Oct 11, 2019
New Ted Meat Research
Scientists have found there is little evidence that eating red meat causes health problems. Ian Johnson, a nutritional expert at the UK’s Quadram Institute, welcomed the new findings, telling Reuters, “This study will, I hope, help to eliminate the incorrect impression… that some meat products are as carcinogenic as cigarette smoke, and to discourage dramatic media headlines claiming that ‘bacon is killing us’.”
The research, led by Dalhousie University and McMaster University in Canada, counters official guidance from the World Health Organization, which in 2015 labelled meat a carcinogenic.
The new paper was based on the research of an international team of specialists and published on this month in Annals of Internal Medicine.

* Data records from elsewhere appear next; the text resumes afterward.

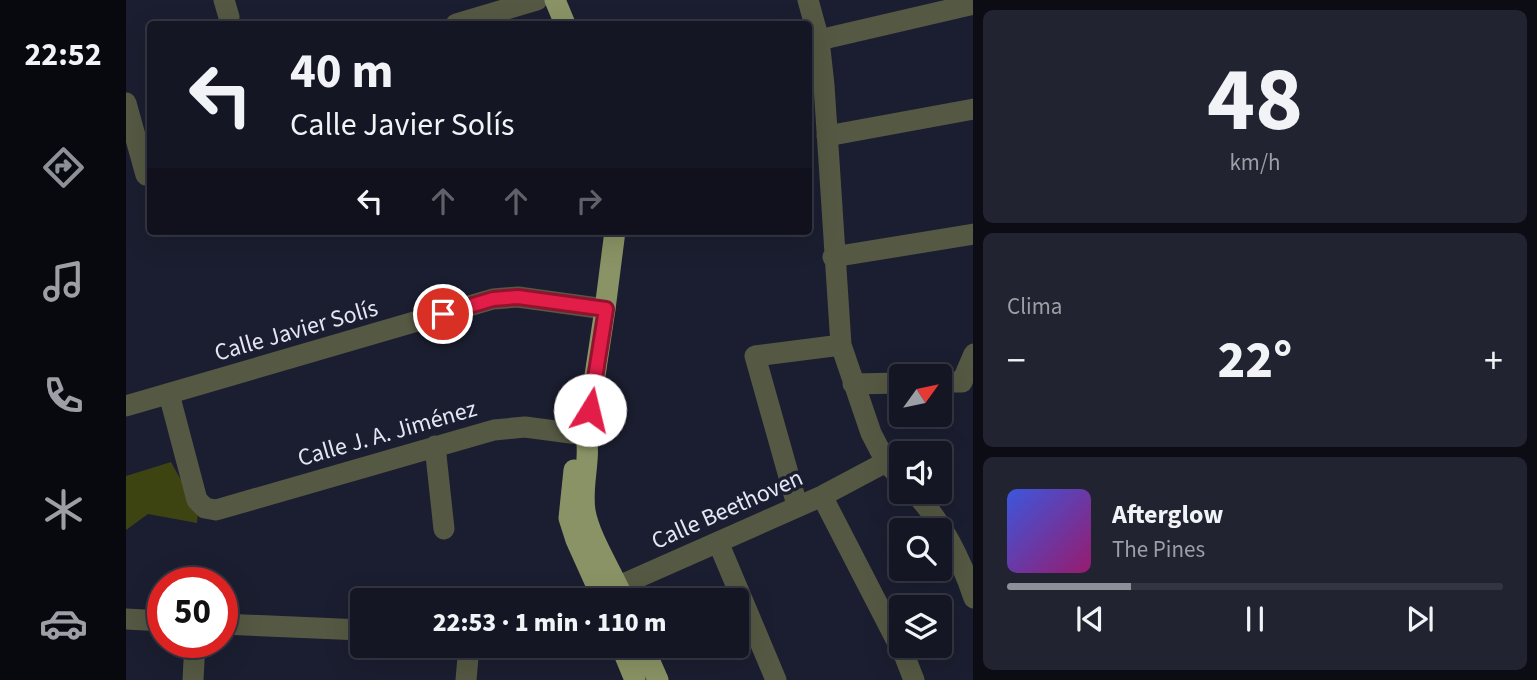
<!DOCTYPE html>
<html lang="es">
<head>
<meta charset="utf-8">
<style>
	body { margin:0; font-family:"Source Sans 3",sans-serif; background:#212331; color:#f1f3f6; height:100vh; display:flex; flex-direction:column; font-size:26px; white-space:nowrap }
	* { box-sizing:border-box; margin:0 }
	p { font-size:23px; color:#9d9fa6 }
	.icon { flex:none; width:38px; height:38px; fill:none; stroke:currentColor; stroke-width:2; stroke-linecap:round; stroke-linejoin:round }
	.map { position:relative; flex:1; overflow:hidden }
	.details { display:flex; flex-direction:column; gap:10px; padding:10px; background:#0b0c14; width:564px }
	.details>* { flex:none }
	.guide { position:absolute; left:21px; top:21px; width:665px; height:214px; border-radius:7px; box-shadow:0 7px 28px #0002,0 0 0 2px #333541; background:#141624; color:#f1f3f6; overflow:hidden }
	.needle { width:46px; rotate:57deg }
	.controls { position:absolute; left:763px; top:364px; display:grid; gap:14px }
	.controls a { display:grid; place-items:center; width:63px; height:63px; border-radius:7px; background:#141624; box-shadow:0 7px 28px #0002,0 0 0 2px #333541; font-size:35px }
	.speed { position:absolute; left:21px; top:567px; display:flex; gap:14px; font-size:35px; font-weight:700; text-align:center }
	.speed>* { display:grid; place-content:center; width:91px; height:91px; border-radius:50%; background:#141624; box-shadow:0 7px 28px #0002,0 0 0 2px #333541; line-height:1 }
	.speed .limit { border:10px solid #d22; background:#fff; color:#111 }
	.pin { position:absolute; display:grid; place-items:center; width:60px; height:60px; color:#fff; margin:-30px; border:4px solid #fff; border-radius:50%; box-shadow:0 2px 7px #0007 }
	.me { position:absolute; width:77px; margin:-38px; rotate:9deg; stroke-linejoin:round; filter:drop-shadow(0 0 5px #0008) }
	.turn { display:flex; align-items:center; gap:24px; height:147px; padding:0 28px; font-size:32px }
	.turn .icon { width:91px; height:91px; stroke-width:2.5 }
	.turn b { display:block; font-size:49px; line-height:60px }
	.lanes { display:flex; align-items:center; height:66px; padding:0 28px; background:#0003; justify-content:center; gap:35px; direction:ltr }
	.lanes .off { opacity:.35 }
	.big { font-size:52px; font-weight:800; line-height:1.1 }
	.details .card { flex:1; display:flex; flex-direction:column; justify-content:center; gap:10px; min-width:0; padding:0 24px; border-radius:10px; background:#212331 }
	.details .dial { align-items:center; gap:0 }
	.dial b { font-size:91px; line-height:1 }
	.song { display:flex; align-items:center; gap:21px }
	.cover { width:84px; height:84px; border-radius:10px; background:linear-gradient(135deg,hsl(230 70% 55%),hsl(320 70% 35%)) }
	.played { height:7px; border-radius:4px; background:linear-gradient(90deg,#8c9099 25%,#333541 25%) }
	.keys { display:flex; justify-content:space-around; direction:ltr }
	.heat { display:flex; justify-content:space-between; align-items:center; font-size:38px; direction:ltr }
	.trip { position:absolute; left:224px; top:588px; width:399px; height:70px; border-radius:7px; background:#141624; box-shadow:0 7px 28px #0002,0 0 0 2px #333541; font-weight:800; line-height:70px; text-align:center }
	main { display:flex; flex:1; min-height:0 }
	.menu { display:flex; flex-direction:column; width:126px; justify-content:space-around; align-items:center; background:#08090e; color:#9d9fa6 }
	.menu .icon { width:49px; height:49px }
	.menu .on { color:#8c9099 }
	.menu b { font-size:32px; color:#f1f3f6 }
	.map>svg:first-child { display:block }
	.green { fill:#3d4412 }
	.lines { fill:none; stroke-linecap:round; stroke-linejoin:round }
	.minor { stroke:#555943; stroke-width:21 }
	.major { stroke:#8a9365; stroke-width:21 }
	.route-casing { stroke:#92132f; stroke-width:18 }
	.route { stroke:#e11d48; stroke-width:12 }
	.labels { text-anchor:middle; stroke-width:7; stroke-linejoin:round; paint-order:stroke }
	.street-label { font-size:24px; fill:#e4e7f3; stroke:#1b1e30 }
</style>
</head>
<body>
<main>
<nav class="menu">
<b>22:52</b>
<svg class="icon on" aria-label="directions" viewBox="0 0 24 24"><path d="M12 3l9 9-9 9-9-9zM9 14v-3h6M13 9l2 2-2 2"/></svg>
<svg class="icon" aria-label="music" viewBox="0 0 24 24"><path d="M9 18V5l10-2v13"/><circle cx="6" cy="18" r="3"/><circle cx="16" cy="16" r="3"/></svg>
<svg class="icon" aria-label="phone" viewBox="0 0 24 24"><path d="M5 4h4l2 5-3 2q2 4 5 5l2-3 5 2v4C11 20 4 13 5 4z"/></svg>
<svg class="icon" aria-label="climate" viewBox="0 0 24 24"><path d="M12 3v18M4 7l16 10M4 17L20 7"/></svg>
<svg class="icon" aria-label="car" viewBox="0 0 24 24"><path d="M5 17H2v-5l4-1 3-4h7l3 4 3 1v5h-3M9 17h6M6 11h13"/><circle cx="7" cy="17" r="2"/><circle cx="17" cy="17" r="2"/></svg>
</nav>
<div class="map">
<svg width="848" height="680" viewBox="0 0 848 680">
	<rect width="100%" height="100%" fill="#1b1e30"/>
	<!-- green -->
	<path class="green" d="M45 462 72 511 71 523 22 514 0 530V476Z"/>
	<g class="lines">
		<!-- minor -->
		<path class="minor" d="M98 0 103 17
			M682 0 693 40 698 85 715 345 745 433 760 462 775 478
			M330 24 411 0
			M693 40 848 4
			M0 103 20 175
			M701 136 848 109
			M707 257 848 234
			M814 382H836
			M836 382 848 354
			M727 384 775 383
			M43 394 71 500 79 508 90 510 368 430 399 427 460 435
			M0 406 367 299 392 297 479 309
			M309 446 318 529
			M788 492C817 523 834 557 848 598
			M696 496 779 657 788 680
			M671 505 629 356 715 345
			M592 542 650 680
			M461 600 696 496 760 462
			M0 619 37 621
			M96 624 236 630
			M67 680 69 642
			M340 680 343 646"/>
		<!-- major -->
		<path class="major" d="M429 0 439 24
			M489 231 479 309 460 435C465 460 455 485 459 511 464 539 487 573 498 600
			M448 470 443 518 450 540 477 600
			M495 646 509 680
			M517 646 532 680"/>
	</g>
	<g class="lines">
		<!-- route casing -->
		<g class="route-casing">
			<path id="route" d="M317 314 367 299 392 297 480 309 464 410"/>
		</g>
		<!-- route -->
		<use href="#route" class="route"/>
	</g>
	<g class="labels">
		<!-- street labels -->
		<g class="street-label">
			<text transform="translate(170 330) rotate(-16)" y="8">Calle Javier Solís</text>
			<text transform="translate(261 433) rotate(-16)" y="8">Calle J. A. Jiménez</text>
			<text transform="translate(601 509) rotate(-24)" y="8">Calle Beethoven</text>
		</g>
	</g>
</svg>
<div class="controls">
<a><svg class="needle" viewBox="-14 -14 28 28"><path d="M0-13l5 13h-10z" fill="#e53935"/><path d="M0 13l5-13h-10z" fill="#9d9fa6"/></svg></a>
<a><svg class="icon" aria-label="sound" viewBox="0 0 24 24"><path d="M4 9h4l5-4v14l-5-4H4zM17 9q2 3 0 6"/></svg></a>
<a><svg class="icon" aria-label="search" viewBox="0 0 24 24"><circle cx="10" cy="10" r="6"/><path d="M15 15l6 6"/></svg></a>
<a><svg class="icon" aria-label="layers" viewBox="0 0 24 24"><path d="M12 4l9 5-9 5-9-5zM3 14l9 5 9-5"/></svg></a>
</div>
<div class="speed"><div class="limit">50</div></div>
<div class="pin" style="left:317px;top:314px;background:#d93025"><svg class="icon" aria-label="arrive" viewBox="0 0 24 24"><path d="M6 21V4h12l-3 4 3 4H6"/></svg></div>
<svg class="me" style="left:464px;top:410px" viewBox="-20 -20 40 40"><circle r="19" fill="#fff"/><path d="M0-13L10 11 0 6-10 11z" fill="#e11d48"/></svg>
<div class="trip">22:53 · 1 min · 110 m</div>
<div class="guide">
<div class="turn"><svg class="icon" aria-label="left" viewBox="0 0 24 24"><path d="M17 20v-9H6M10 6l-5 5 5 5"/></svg><div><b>40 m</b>Calle Javier Solís</div></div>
<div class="lanes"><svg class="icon" aria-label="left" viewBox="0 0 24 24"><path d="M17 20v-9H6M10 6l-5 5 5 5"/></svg><svg class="icon off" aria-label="ahead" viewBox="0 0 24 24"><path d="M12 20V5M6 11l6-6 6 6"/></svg><svg class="icon off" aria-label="ahead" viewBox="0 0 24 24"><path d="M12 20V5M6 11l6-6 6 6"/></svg><svg class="icon off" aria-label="right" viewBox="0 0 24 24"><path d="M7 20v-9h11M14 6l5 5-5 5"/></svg></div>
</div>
</div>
<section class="details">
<div class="card dial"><b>48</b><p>km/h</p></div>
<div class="card"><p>Clima</p>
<div class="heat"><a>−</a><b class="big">22°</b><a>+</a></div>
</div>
<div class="card">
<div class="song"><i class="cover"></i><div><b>Afterglow</b><p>The Pines</p></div></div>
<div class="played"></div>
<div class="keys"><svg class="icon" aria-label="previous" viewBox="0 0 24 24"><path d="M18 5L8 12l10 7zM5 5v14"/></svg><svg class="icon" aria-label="pause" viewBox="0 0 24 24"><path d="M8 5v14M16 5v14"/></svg><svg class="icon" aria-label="next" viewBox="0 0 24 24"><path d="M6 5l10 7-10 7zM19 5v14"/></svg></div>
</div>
</section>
</main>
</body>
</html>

Bradley Johnston, associate professor at Dalhousie University, said, “Based on the research, we cannot say with any certainty that eating red or processed meat causes cancer, diabetes, or heart disease.”
The study’s author elaborated, “From 12 randomized controlled trials enrolling about 54,000 individuals, we did not find a statistically significant or an important association in the risk of heart disease, cancer, or diabetes for those that consumed less red or processed meat."
"In the meantime, the best we can do is understand the parameters of the evidence that we do have. While the precise downsides of bacon, for example, are unclear and possibly nonexistent, what is apparent is that we don’t really have enough evidence to consider it a bad food."
Some scientists have been pushing to stop meat consumption on the grounds that it is bad for one’s health, others have led with the angle that it must be reduced because of the so-called ‘climate emergency’.